* What is being asked
Identify all lines in the data containing the string "roads". Copy them out.

* Provided records
=======

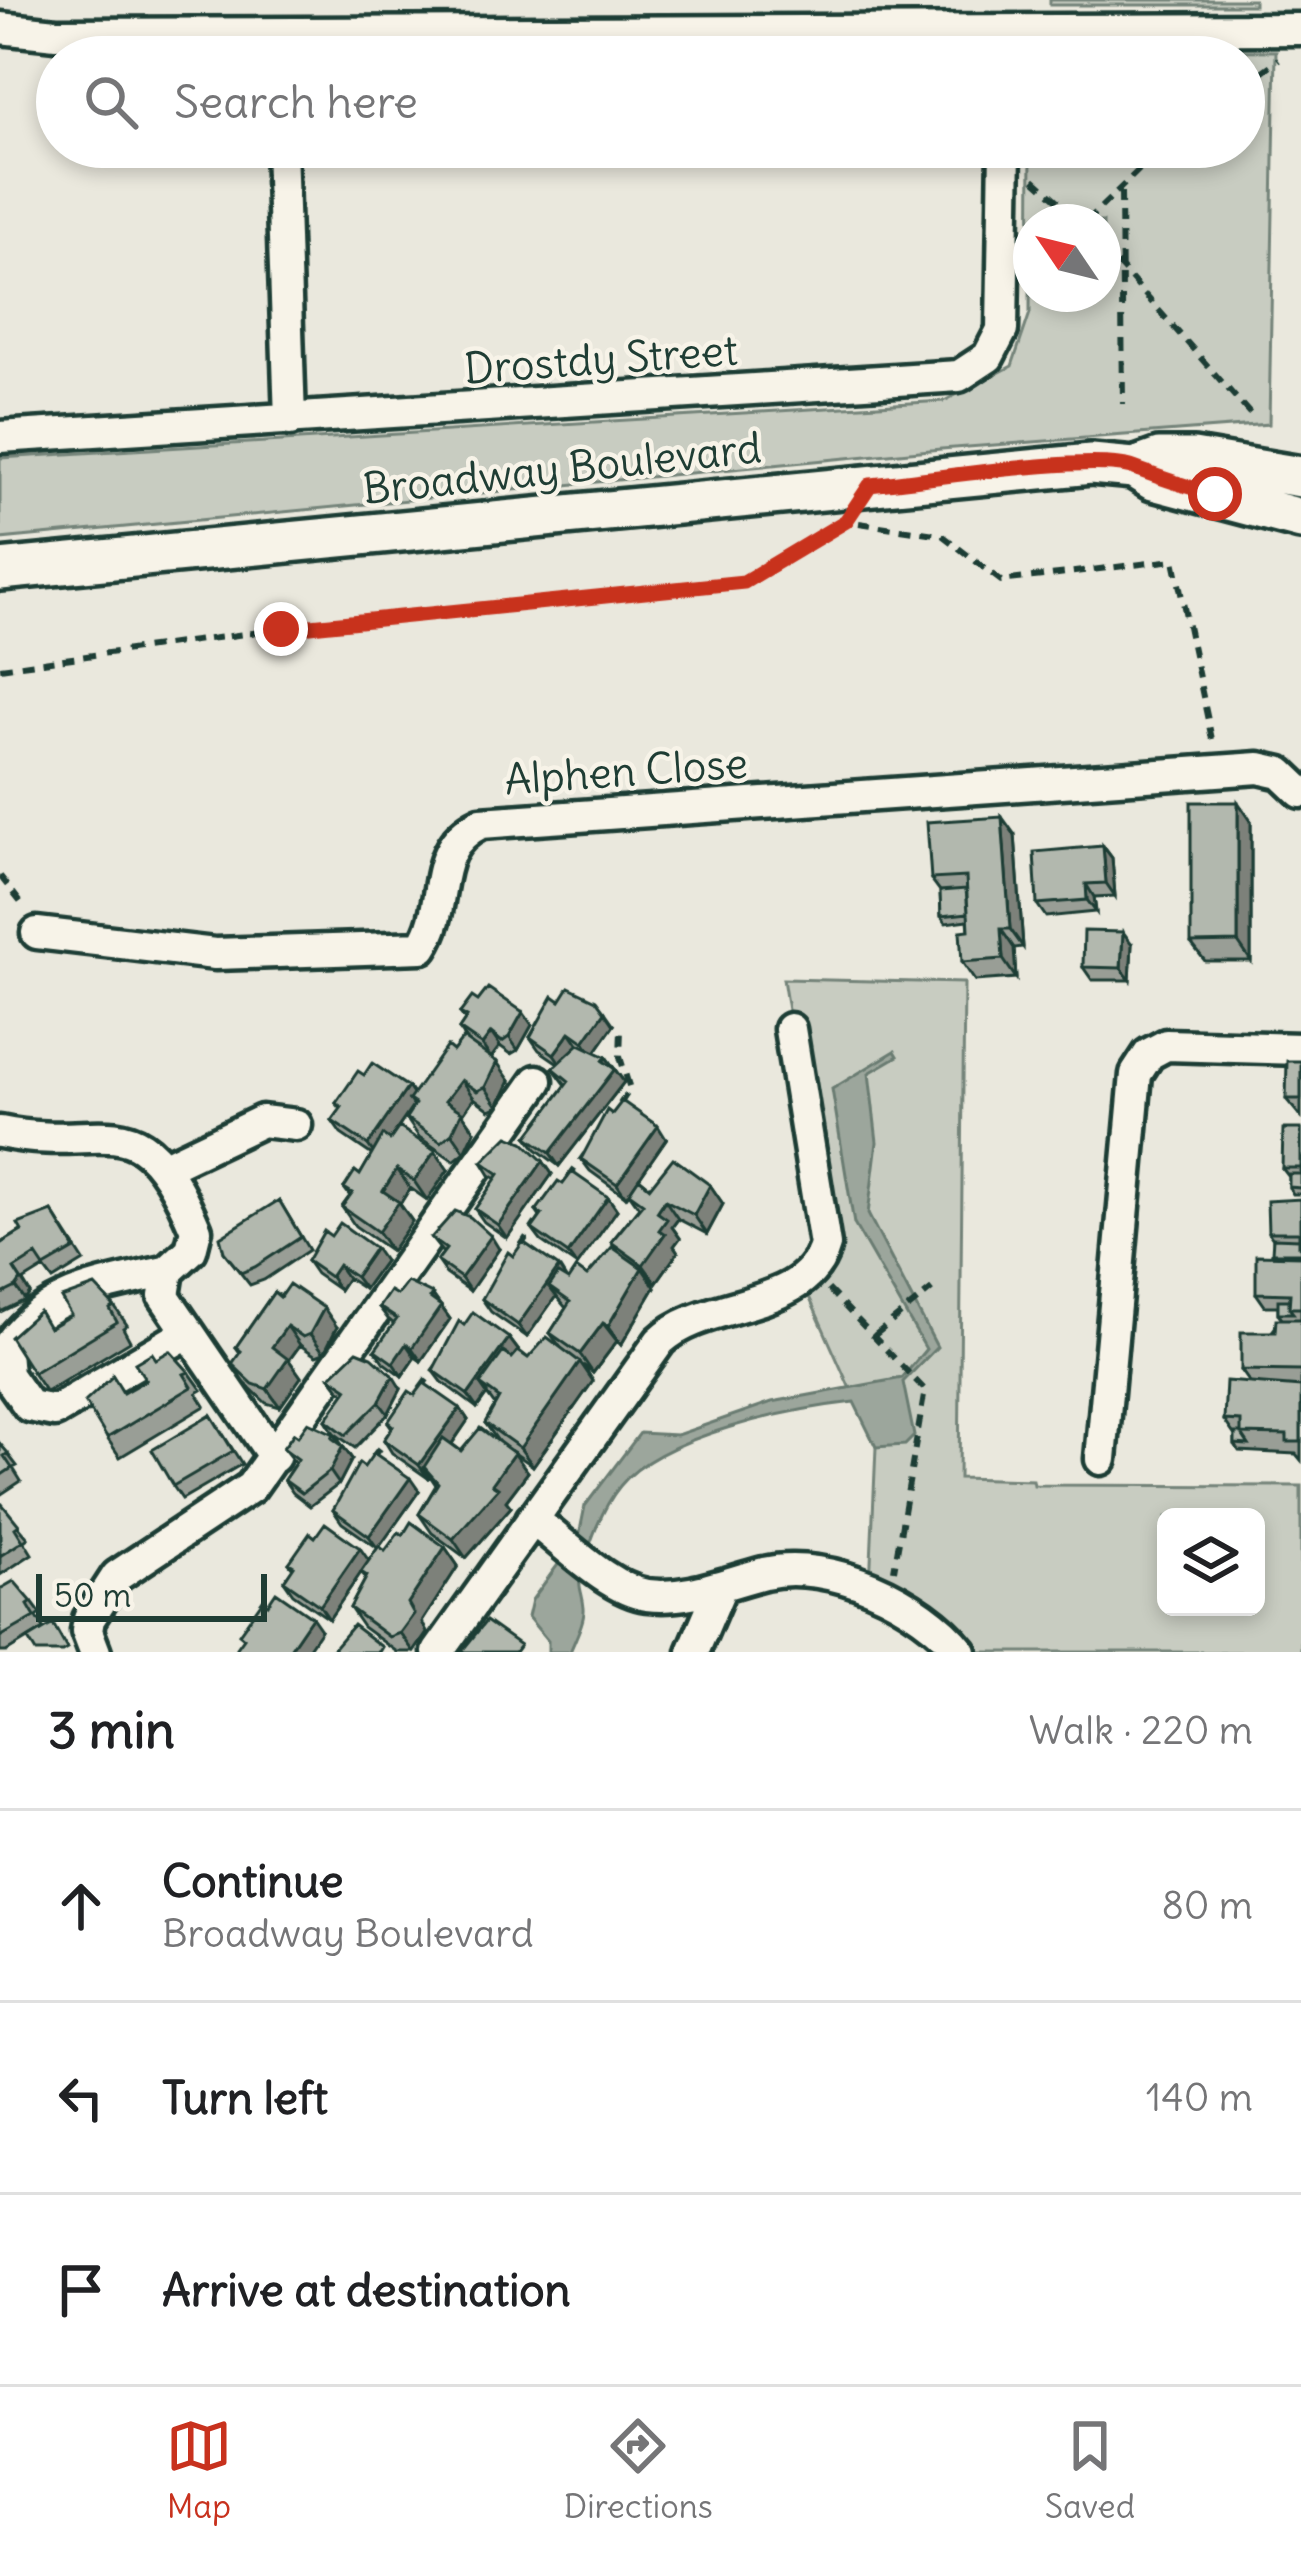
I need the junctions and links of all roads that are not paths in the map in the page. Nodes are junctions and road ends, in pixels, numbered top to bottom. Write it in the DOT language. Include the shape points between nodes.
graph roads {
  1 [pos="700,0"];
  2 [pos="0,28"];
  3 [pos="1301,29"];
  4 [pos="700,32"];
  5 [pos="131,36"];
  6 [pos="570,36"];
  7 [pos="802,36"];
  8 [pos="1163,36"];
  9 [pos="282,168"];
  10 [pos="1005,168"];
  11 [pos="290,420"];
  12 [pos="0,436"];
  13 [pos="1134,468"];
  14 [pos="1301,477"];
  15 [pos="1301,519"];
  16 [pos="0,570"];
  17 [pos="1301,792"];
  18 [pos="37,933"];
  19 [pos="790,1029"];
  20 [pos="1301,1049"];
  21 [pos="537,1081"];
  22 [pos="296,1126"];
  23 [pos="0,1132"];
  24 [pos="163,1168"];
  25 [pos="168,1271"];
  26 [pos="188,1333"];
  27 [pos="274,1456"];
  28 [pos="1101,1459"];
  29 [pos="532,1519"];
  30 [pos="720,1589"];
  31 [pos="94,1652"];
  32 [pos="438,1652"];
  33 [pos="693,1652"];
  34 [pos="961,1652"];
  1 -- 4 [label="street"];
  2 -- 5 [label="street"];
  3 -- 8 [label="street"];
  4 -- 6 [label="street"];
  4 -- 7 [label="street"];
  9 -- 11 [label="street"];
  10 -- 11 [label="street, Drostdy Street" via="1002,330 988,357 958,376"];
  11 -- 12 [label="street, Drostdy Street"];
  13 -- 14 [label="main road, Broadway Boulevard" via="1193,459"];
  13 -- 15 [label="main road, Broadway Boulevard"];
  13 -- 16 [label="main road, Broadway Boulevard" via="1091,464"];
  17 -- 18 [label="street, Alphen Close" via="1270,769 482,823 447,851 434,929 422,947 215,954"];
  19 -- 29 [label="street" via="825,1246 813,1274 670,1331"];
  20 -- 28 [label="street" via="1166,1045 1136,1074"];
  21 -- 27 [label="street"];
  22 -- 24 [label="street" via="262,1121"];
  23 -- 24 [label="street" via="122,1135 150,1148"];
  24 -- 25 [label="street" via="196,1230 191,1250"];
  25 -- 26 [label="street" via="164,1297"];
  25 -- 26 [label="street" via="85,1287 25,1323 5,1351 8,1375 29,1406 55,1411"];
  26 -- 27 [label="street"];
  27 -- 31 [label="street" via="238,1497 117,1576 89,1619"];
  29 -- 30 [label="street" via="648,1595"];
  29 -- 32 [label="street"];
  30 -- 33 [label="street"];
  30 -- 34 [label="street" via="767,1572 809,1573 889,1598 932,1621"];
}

=======

* Reply
I need the junctions and links of all roads that are not paths in the map in the page. Nodes are junctions and road ends, in pixels, numbered top to bottom. Write it in the DOT language. Include the shape points between nodes.
graph roads {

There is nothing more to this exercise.